(Data excerpts)
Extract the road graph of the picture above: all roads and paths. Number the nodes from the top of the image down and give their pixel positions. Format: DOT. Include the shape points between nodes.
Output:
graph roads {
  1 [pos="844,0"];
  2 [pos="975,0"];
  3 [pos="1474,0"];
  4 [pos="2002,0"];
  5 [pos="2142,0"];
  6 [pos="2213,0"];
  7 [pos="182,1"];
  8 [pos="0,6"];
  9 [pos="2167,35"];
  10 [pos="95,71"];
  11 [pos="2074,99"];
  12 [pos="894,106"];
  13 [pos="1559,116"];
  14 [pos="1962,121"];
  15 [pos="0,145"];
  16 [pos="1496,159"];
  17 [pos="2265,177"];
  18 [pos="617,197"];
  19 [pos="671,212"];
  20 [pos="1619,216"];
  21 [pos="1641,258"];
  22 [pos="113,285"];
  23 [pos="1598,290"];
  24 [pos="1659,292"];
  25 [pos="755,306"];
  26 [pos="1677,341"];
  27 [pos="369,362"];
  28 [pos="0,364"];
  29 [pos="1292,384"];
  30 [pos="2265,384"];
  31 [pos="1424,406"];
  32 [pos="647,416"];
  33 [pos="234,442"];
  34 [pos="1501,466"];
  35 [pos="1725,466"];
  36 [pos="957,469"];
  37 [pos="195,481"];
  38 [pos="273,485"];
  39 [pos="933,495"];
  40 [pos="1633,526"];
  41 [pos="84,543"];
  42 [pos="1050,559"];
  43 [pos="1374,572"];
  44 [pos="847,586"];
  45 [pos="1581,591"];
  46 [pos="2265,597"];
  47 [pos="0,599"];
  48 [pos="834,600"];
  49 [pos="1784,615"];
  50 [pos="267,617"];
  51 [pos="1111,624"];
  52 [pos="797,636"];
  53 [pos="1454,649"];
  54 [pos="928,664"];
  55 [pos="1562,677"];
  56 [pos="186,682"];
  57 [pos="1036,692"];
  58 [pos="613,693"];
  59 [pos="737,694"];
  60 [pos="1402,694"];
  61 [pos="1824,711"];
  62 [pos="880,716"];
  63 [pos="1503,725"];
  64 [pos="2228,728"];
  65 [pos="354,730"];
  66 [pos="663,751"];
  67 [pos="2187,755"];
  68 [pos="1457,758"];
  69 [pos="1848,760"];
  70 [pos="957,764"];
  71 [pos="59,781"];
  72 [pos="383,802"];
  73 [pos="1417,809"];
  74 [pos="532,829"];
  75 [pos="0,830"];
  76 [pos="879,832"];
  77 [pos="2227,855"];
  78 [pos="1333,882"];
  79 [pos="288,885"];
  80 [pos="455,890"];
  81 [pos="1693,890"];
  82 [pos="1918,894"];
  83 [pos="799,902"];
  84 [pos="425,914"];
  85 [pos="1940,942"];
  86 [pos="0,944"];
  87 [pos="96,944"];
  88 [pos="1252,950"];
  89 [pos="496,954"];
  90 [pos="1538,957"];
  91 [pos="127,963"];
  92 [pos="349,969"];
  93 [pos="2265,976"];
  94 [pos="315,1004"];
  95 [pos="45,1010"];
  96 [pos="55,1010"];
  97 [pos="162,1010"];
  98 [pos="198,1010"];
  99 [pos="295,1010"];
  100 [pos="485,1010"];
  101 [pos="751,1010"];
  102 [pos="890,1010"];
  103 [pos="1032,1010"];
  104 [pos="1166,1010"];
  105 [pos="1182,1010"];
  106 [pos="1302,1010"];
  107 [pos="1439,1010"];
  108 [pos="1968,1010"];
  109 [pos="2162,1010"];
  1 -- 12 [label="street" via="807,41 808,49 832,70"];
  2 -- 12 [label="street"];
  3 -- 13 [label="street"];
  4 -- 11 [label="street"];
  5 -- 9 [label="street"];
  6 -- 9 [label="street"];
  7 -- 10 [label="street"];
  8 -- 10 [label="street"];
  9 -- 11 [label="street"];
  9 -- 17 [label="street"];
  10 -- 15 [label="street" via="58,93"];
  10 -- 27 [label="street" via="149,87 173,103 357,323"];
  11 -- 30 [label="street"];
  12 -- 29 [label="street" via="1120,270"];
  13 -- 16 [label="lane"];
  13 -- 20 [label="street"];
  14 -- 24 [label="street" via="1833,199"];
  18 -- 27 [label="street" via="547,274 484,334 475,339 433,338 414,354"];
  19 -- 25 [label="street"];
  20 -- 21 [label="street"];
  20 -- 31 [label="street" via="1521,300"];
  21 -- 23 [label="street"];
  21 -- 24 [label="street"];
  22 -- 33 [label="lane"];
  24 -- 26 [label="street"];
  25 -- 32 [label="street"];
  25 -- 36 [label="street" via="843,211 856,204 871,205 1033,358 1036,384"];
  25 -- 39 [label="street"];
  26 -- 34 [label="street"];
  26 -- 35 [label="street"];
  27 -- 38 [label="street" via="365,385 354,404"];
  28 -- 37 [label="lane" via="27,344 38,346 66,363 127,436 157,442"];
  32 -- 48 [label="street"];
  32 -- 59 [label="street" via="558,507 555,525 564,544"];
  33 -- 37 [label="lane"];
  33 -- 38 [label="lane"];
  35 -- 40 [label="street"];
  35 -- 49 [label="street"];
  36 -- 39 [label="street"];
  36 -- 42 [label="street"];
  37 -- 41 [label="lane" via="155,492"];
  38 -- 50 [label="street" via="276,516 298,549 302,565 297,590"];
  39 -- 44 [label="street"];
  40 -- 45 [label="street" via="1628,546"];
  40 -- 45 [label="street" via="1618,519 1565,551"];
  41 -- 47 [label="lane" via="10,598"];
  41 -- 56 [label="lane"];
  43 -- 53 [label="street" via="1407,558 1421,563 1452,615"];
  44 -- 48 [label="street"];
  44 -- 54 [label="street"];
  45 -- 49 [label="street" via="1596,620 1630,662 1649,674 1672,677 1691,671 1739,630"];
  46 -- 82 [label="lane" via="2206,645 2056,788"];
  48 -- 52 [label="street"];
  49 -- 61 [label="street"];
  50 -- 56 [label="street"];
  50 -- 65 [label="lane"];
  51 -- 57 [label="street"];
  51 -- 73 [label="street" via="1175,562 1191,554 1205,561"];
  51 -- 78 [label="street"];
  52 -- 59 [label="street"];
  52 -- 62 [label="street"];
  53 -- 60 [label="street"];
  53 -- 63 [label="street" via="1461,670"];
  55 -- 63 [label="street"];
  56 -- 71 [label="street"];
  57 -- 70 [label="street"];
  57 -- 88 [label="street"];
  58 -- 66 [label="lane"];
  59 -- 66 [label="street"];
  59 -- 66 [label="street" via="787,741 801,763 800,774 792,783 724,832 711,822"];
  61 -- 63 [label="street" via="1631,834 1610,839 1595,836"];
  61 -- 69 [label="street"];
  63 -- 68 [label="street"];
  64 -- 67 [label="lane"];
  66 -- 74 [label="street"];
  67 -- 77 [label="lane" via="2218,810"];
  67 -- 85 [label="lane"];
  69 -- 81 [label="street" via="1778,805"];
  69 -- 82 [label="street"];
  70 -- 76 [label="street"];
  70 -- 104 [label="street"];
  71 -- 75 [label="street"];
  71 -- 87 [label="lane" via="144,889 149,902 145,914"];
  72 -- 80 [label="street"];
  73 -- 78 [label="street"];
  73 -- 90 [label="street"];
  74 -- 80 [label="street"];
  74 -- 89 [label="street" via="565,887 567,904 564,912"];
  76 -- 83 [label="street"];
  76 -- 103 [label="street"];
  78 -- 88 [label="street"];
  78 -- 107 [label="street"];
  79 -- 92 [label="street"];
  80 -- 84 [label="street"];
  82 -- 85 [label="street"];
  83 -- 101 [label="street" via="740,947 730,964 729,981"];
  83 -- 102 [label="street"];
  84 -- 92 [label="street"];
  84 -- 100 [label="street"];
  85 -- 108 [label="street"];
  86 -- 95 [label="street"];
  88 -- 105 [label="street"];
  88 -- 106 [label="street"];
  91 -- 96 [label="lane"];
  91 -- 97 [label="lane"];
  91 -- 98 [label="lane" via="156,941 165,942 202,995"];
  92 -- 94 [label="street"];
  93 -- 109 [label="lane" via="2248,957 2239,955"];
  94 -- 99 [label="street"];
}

● **About this exercise**: Could you return every line from the entries above in which the string "roads" occurs?

● **Answer section**:
Extract the road graph of the picture above: all roads and paths. Number the nodes from the top of the image down and give their pixel positions. Format: DOT. Include the shape points between nodes.
graph roads {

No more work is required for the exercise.